Mesmo sem uma política pública que garanta moradia segura e de qualidade a todas as pessoas, construir e viver num lugar sujeito a deslizamentos de terra e desabamentos não deixa de ser uma escolha. O poder público tem a sua parcela de responsabilidade, e não é pequena, mas a ocupação desordenada das áreas urbanas e dos locais de risco também é um problema para os governantes, afinal, assim como nenhuma família quer ter a sua casa destruída em uma enchente, perder tudo, ficar desabrigado e enfrentar a morte, nenhum prefeito ou governador quer ver esta situação no município e estado que governam.

Devemos em tudo dar graças

A cada catástrofe, sinto-me solidário às vítimas e desejoso de que as autoridades tomem providências para evitar que a mesma situação caótica se repita ano após ano, mas, quando a pessoa conhece o risco e escolhe continuar se submetendo a ele, sabe também que as consequências podem ser desastrosas numa próxima vez.

Como disse, são pontos nevrálgicos, difíceis de abordar e sujeitos à incompreensão e à crítica, contudo, onde vamos, com quem vamos, o que fazemos, como e com quem, determinam muitos resultados em nossas vidas. O que não podemos, de forma nenhuma, é nos revoltarmos e culparmos a Deus por tudo o que nos acontece.
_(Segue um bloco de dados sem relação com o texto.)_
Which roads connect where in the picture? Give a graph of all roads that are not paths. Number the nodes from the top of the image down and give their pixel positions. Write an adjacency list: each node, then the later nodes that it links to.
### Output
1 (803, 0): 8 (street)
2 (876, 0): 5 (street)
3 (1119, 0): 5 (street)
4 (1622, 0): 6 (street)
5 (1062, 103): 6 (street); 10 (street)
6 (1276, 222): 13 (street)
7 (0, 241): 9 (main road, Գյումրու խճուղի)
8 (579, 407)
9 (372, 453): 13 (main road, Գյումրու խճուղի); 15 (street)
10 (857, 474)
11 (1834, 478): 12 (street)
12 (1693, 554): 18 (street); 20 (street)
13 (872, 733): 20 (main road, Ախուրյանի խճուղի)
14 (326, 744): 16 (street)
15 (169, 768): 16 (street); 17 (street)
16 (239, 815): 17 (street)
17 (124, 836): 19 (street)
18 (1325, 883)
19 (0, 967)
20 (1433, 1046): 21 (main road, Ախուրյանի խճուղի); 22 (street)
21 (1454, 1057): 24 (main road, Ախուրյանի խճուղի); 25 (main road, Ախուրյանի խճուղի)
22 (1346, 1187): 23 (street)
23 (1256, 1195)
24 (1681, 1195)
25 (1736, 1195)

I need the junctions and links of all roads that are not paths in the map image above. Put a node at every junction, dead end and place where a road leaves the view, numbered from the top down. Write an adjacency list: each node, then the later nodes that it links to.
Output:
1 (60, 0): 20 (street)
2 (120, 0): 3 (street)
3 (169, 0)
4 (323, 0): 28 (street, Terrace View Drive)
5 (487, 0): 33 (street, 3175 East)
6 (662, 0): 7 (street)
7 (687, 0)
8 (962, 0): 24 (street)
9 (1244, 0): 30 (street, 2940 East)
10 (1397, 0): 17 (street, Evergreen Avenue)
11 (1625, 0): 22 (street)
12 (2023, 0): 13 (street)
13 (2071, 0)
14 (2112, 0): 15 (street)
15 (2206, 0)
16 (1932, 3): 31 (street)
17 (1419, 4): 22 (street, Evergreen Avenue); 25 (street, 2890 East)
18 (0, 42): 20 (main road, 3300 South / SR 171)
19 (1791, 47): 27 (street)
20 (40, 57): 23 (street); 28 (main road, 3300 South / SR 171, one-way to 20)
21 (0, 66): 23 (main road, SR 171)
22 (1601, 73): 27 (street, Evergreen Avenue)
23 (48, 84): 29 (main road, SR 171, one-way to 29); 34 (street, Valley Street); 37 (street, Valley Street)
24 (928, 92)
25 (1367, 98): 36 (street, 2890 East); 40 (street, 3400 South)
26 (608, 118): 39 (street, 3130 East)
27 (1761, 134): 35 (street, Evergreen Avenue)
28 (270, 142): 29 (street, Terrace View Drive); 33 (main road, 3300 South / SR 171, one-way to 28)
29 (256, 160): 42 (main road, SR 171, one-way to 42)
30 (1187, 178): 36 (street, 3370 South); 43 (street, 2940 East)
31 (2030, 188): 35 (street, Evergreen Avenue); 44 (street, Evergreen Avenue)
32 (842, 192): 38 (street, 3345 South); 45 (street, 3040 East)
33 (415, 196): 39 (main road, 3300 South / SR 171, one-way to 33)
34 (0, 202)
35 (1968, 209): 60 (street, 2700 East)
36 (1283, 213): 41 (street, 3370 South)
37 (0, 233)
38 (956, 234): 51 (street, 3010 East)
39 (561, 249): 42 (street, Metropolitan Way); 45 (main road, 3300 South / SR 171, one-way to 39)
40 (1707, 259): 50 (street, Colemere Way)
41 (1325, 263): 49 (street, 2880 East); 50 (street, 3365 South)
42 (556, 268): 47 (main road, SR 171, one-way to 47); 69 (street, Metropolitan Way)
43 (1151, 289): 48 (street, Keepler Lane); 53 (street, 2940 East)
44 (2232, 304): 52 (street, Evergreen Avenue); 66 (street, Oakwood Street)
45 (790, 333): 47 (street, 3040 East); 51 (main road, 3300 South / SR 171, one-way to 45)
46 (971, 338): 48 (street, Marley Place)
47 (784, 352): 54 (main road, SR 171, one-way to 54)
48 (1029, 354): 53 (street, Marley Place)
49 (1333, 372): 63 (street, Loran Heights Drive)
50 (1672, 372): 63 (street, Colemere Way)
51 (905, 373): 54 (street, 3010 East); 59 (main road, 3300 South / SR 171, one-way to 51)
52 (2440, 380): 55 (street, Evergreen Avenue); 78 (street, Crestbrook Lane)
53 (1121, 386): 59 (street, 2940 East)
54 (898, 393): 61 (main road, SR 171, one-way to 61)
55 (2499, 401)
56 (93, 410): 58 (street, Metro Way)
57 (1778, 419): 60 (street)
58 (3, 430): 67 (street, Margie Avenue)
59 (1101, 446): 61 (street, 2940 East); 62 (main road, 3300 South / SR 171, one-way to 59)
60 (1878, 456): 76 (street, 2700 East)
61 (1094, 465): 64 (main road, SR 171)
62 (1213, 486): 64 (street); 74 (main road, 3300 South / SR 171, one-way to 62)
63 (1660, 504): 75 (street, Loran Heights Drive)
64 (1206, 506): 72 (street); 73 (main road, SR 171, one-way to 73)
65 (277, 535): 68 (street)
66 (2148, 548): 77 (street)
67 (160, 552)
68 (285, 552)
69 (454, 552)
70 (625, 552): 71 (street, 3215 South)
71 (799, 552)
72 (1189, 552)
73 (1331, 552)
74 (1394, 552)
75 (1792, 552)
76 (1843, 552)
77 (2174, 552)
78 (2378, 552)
E, como filhos de Deus, como pessoas civilizadas que somos, devemos em tudo dar graças e rogar ao Pai que nos livre daquilo que representa o mal e que não nos permita cair em novas tentações, a fim de que possamos interromper o fluxo contínuo de males que se abatem sobre nós, muitos deles evitáveis, com uma atitude firme e uma vida de santidade e amor a Deus, pois quem ama a Deus, evita fazer o mal a si mesmo e aos seus semelhantes.